SYSTEMATIC REVIEW OF THE LITERATURE ON THE MEASURES USED IN EXTRACORPOREAL VENOUS-VENOUS MEMBRANE AND MECHANICAL VENTILATION AND FOR THE MANAGEMENT OF PATIENTS WITH RESPIRATORY DISTRESS SYNDROME
Main Article Content
Keywords
Artificial respiration, Extracorporeal membrane oxygenation, Respiratory failure, Adult respiratory distress syndrome
Abstract
Objective: To establish criteria for the management of mechanical ventilation parameters and extracorporeal venous-venous membrane for the treatment of patients with ARDS.
Methods: Two searches were conducted in the PubMed database, from March 29 to April 30, 2019, the process followed the PRISMA guidelines for systematic reviews and meta-analyzes.

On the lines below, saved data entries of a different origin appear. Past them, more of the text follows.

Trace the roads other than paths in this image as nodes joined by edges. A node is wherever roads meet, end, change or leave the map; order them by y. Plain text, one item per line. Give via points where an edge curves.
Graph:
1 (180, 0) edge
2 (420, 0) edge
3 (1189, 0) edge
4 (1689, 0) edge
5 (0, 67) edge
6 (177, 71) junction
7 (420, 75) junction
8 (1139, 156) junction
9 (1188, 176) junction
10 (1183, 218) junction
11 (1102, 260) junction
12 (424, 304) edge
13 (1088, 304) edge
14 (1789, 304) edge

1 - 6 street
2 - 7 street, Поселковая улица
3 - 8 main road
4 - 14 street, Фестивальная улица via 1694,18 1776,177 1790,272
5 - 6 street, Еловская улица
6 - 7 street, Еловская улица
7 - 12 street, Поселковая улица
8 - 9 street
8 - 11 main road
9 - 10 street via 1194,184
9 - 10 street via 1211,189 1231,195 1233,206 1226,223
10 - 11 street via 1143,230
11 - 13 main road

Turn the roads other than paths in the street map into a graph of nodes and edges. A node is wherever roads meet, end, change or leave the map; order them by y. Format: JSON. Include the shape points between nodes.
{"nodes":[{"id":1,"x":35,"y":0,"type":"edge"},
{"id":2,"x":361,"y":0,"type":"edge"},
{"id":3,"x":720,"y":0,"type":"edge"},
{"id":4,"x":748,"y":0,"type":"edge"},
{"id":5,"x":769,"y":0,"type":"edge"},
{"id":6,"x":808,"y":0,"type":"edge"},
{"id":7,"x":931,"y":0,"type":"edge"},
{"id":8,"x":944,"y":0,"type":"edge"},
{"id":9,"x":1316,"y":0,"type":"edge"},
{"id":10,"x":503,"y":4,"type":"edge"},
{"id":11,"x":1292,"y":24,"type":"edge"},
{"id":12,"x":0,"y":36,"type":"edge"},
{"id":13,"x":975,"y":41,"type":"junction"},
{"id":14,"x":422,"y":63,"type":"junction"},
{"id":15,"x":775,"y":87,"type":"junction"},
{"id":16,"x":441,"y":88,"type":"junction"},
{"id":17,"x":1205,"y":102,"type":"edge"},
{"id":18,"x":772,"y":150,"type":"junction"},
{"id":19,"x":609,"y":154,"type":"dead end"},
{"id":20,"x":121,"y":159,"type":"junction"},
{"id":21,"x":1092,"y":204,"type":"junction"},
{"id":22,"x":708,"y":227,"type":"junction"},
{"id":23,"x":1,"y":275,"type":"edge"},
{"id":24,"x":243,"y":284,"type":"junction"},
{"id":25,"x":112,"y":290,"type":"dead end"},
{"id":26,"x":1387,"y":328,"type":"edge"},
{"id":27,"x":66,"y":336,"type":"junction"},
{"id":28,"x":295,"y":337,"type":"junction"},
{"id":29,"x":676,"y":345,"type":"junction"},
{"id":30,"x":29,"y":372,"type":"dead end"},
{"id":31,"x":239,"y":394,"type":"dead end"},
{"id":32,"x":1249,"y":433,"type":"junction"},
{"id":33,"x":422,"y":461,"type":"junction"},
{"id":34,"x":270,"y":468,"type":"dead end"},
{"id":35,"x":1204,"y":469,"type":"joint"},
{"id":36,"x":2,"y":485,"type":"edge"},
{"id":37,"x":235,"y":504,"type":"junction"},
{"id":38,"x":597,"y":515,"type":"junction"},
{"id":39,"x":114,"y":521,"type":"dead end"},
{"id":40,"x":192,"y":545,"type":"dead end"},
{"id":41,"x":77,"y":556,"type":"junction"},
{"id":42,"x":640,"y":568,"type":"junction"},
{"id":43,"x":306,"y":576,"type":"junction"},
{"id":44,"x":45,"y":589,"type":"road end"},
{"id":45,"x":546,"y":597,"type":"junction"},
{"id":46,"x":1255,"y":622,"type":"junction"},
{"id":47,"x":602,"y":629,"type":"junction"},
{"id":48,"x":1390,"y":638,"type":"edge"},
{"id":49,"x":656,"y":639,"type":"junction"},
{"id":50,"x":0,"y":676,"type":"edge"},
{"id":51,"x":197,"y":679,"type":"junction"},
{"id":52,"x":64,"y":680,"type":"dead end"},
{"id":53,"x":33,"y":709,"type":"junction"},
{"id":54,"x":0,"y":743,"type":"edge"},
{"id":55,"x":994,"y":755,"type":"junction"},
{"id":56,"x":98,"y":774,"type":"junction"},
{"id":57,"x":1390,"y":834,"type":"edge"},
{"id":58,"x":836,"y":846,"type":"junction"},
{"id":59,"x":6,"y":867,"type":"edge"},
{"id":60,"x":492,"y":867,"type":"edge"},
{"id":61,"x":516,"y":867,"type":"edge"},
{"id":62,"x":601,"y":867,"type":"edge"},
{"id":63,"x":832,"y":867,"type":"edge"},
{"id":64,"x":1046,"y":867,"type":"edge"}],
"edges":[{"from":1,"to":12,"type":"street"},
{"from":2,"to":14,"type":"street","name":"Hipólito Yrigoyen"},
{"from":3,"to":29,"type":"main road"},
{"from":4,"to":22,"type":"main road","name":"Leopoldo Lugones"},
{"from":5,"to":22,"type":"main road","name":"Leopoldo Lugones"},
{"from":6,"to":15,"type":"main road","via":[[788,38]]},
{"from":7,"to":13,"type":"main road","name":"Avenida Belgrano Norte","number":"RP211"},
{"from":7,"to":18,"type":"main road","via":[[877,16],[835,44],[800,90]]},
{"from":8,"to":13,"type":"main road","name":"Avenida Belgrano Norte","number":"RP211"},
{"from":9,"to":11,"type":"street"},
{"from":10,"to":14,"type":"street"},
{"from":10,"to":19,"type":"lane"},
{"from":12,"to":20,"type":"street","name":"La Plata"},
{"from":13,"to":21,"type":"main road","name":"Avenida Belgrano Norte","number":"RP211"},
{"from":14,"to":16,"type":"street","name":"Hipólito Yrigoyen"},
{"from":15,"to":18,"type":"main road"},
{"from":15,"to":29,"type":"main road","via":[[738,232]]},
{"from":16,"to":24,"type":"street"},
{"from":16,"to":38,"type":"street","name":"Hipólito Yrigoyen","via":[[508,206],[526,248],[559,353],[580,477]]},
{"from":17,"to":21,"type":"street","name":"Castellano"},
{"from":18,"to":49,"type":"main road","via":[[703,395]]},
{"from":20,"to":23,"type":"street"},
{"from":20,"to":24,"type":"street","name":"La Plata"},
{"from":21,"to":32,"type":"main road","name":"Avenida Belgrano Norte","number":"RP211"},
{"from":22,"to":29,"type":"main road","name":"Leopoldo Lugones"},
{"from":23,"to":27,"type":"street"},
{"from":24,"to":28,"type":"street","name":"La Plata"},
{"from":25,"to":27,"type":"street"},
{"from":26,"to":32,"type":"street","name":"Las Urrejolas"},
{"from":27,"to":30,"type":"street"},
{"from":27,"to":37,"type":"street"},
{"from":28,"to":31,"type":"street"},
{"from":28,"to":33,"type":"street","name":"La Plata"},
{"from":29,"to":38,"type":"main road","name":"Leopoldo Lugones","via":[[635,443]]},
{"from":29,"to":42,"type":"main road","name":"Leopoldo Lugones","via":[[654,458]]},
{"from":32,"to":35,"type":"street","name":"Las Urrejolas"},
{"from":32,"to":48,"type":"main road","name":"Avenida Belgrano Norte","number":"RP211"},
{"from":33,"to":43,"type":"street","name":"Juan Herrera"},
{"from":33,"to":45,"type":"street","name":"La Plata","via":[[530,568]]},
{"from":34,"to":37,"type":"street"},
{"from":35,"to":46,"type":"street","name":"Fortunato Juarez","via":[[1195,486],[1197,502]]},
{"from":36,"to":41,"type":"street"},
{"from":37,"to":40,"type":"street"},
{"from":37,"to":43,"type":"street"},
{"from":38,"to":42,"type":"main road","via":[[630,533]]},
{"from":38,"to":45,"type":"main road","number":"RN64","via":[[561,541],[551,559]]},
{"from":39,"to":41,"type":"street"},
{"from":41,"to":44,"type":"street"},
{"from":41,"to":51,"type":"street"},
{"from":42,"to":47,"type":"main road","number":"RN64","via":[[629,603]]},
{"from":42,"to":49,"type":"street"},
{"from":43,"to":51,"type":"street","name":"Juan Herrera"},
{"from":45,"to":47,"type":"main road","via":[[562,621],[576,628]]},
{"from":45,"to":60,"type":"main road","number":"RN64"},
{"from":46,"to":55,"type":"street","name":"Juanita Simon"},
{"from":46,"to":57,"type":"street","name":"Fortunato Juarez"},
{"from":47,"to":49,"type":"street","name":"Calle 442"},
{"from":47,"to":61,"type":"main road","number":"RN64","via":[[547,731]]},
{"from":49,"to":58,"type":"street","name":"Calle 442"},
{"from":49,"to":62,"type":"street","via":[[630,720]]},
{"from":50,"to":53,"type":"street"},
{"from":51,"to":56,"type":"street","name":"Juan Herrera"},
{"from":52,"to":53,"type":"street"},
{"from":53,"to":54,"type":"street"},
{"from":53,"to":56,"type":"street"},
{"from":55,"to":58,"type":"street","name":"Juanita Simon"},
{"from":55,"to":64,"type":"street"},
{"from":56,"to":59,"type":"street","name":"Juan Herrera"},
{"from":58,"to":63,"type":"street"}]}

Results: 58 articles were identified, 5 met the inclusion and exclusion criteria. Hypercapnia was corrected with blood flow (FS) rates of 750 to 1000 ml / min and lung surface area (SP) ≥ 0,8 m2. The SP of 0.4 m2 didn't normalize the pH, even with FS rates of 1000 ml / min. The increase in the sweep gas flow ( FGB) from 2 to 8 l / min increased the CO2 removal from 55 ± 9 to 70 ± 14 ml / min. The passage from ECMO-VV to VMI was made with the progressive decrease of FGB from 4 to 0 l / min with constant FS.
Conclusion: A good elimination of CO2 and oxygen supply will be achieved only when the triad of gas flow, blood flow and membrane surface is adequate.